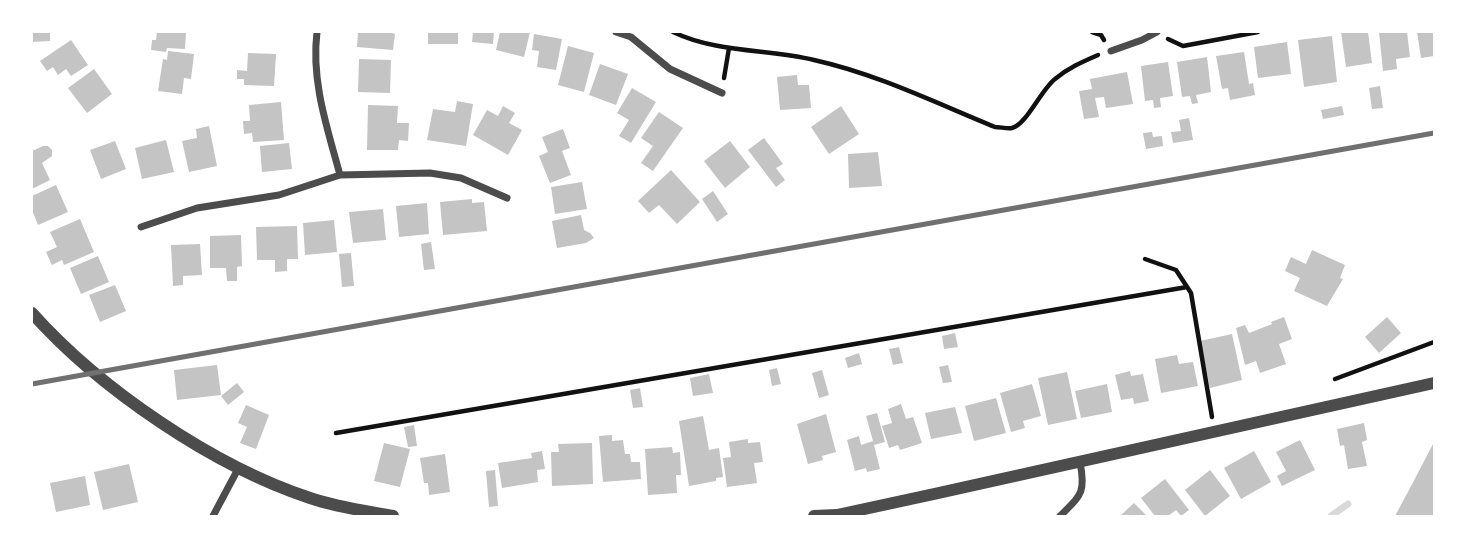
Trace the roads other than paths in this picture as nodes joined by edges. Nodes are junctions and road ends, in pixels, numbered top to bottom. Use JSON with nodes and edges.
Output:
{"nodes":[{"id":1,"x":317,"y":32,"type":"edge"},
{"id":2,"x":616,"y":32,"type":"edge"},
{"id":3,"x":1156,"y":32,"type":"edge"},
{"id":4,"x":1111,"y":51,"type":"road end"},
{"id":5,"x":722,"y":93,"type":"road end"},
{"id":6,"x":340,"y":175,"type":"junction"},
{"id":7,"x":507,"y":198,"type":"dead end"},
{"id":8,"x":141,"y":227,"type":"dead end"},
{"id":9,"x":32,"y":313,"type":"edge"},
{"id":10,"x":1434,"y":383,"type":"edge"},
{"id":11,"x":1080,"y":462,"type":"junction"},
{"id":12,"x":238,"y":469,"type":"junction"},
{"id":13,"x":213,"y":516,"type":"edge"},
{"id":14,"x":393,"y":516,"type":"edge"},
{"id":15,"x":814,"y":516,"type":"edge"},
{"id":16,"x":1060,"y":516,"type":"edge"}],
"edges":[{"from":1,"to":6,"type":"street"},
{"from":2,"to":5,"type":"street"},
{"from":3,"to":4,"type":"street"},
{"from":6,"to":7,"type":"street"},
{"from":6,"to":8,"type":"street"},
{"from":9,"to":12,"type":"street"},
{"from":10,"to":11,"type":"street"},
{"from":11,"to":15,"type":"street"},
{"from":11,"to":16,"type":"street"},
{"from":12,"to":13,"type":"street"},
{"from":12,"to":14,"type":"street"}]}
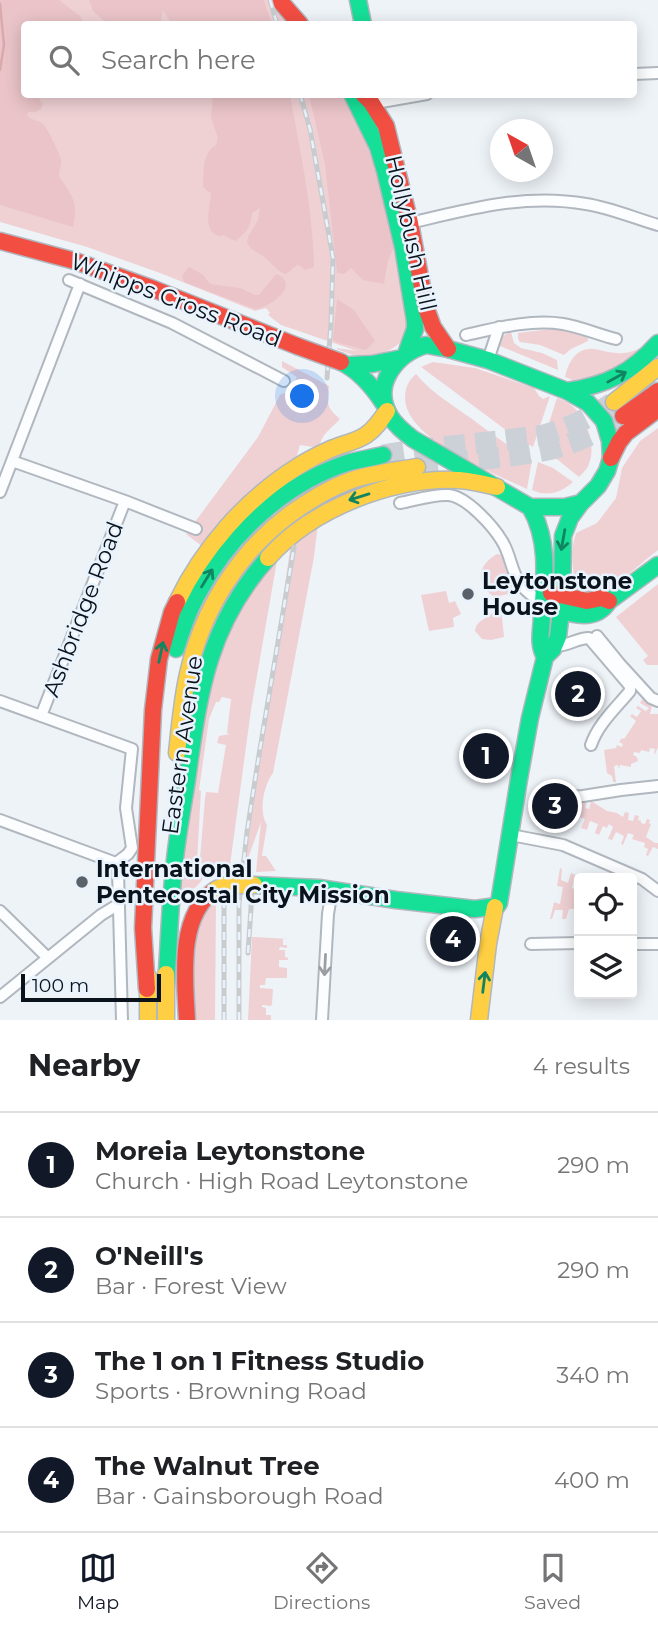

==================================================

Work order >> Please return the records as they stand, word for word, with no pictures.

Output below >>
Trace the roads other than paths in this picture as nodes joined by edges. Nodes are junctions and road ends, in pixels, numbered top to bottom. Use JSON with nodes and edges.
Output:
{"nodes":[{"id":1,"x":317,"y":32,"type":"edge"},
{"id":2,"x":616,"y":32,"type":"edge"},
{"id":3,"x":1156,"y":32,"type":"edge"},
{"id":4,"x":1111,"y":51,"type":"road end"},
{"id":5,"x":722,"y":93,"type":"road end"},
{"id":6,"x":340,"y":175,"type":"junction"},
{"id":7,"x":507,"y":198,"type":"dead end"},
{"id":8,"x":141,"y":227,"type":"dead end"},
{"id":9,"x":32,"y":313,"type":"edge"},
{"id":10,"x":1434,"y":383,"type":"edge"},
{"id":11,"x":1080,"y":462,"type":"junction"},
{"id":12,"x":238,"y":469,"type":"junction"},
{"id":13,"x":213,"y":516,"type":"edge"},
{"id":14,"x":393,"y":516,"type":"edge"},
{"id":15,"x":814,"y":516,"type":"edge"},
{"id":16,"x":1060,"y":516,"type":"edge"}],
"edges":[{"from":1,"to":6,"type":"street"},
{"from":2,"to":5,"type":"street"},
{"from":3,"to":4,"type":"street"},
{"from":6,"to":7,"type":"street"},
{"from":6,"to":8,"type":"street"},
{"from":9,"to":12,"type":"street"},
{"from":10,"to":11,"type":"street"},
{"from":11,"to":15,"type":"street"},
{"from":11,"to":16,"type":"street"},
{"from":12,"to":13,"type":"street"},
{"from":12,"to":14,"type":"street"}]}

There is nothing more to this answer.